Did his mum burn all the letters you wrote him, every day for a year? Maybe you should try renovation an old house so well it gets in the news, then as he's trying on his wedding suit, he will see it and understand it's code for you being in love with him, will leave his fiance and come to you.

Just because you love someone doesn't mean that you're supposed to be together. It sounds like you've messed him around and now he's having a go at it with someone else. His comment also makes me thing he anticipates some drama. Usually you wouldn't feel the need to specify this on a wedding invite!

Darkstar4855 · 12/03/2022 13:05

I would tell him for his fiancée’s sake. If he’s not completely committed to her and willing to dump her for you then she should know before she marries him.

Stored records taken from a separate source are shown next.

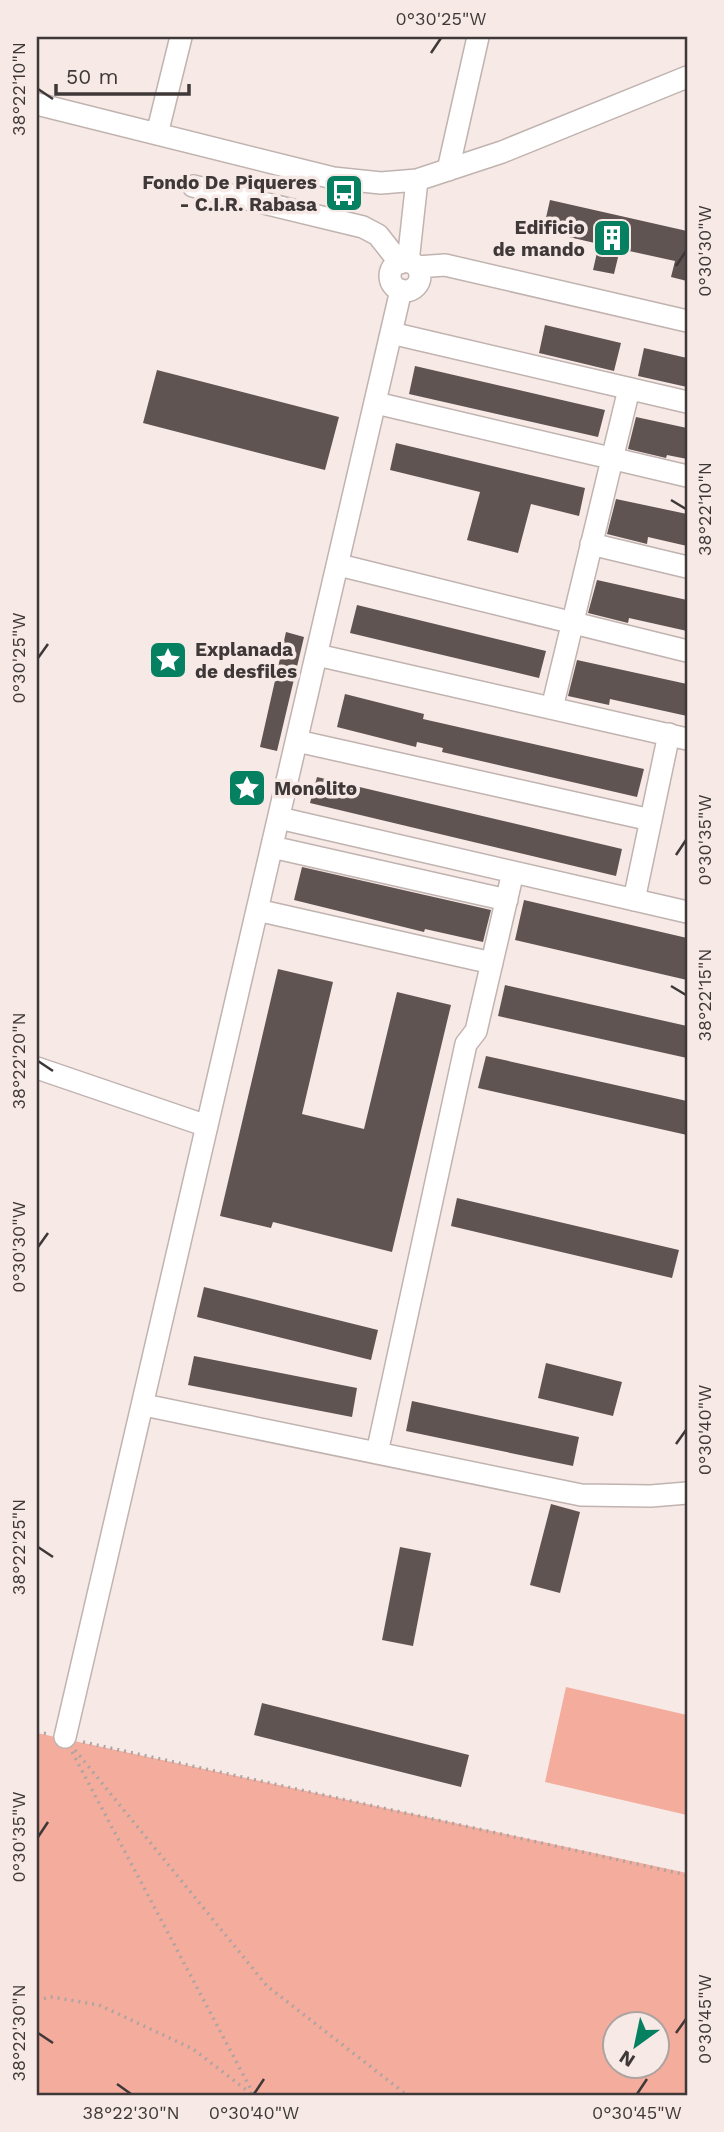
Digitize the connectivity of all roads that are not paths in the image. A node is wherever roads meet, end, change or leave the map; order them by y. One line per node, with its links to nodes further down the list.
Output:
1 (181, 37): 5 (street)
2 (478, 37): 6 (street)
3 (687, 77): 6 (street)
4 (37, 104): 5 (street)
5 (157, 134): 7 (street)
6 (448, 170): 7 (street)
7 (417, 180): 9 (street)
8 (193, 186): 9 (street)
9 (408, 264): 10 (street); 11 (street)
10 (687, 321)
11 (391, 333): 12 (street); 14 (street)
12 (629, 389): 13 (street); 15 (street)
13 (687, 402)
14 (376, 403): 15 (street); 18 (street)
15 (611, 458): 16 (street); 17 (street)
16 (687, 476)
17 (591, 544): 19 (street); 20 (street)
18 (339, 565): 20 (street); 22 (street)
19 (687, 567)
20 (572, 624): 21 (street); 23 (street)
21 (687, 651)
22 (317, 655): 23 (street); 25 (street)
23 (552, 708): 24 (street)
24 (678, 736): 27 (street)
25 (297, 741): 26 (street); 27 (street)
26 (279, 818): 28 (street); 29 (street)
27 (651, 820): 31 (street)
28 (272, 847): 30 (street); 32 (street)
29 (513, 872): 30 (street); 31 (street)
30 (507, 900): 34 (street)
31 (634, 900): 33 (street)
32 (257, 910): 34 (street); 36 (street)
33 (687, 912)
34 (492, 963): 38 (street)
35 (37, 1068): 36 (street)
36 (207, 1126): 37 (street)
37 (144, 1405): 38 (street); 40 (street)
38 (377, 1453): 39 (street)
39 (687, 1493)
40 (65, 1737)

PiperPosey · 12/03/2022 13:05

@moonbedazzled

Didn't Julia Roberts and Cameron Diaz already do this plot?
bawwwwwwwwwwwwwwwwwwwwwhahahhaha Grin

and I'll never forget this line..
"If you are chasing him, who is chasing you?" Rupert Everett

WonderfulYou · 12/03/2022 13:09

OP if he truly liked you he wouldn’t be getting engaged.

If you tell him and he doesn’t break off the engagement (which he won’t) then you’re the one that’s going to end up getting hurt.

You obviously don’t like him either you are just panicking because he was always a back up and now you can’t have him.

Give your head a wobble and keep your dignity.
If you think going to the wedding will be too hard then make your excuses and don’t go.

PiperPosey · 12/03/2022 13:12

@speakout

Nothing hurts more than unrequited love.

There are things that hurt more.

It was just a figure of speech Grin

It's all good

Nelliephant1 · 12/03/2022 13:18

What Hugh Laurie said to Rachel! 😋

PiperPosey · 12/03/2022 13:20

I changed my mind OP...
I was being an overly sensitive Cancer Moonchild romantist.

Go to the Chapel and pound on the door and let the groom run to you down the aisle and then jump on a bus.

READ the room. He's just not into you anymore. Or ever...ON and off for 10 years?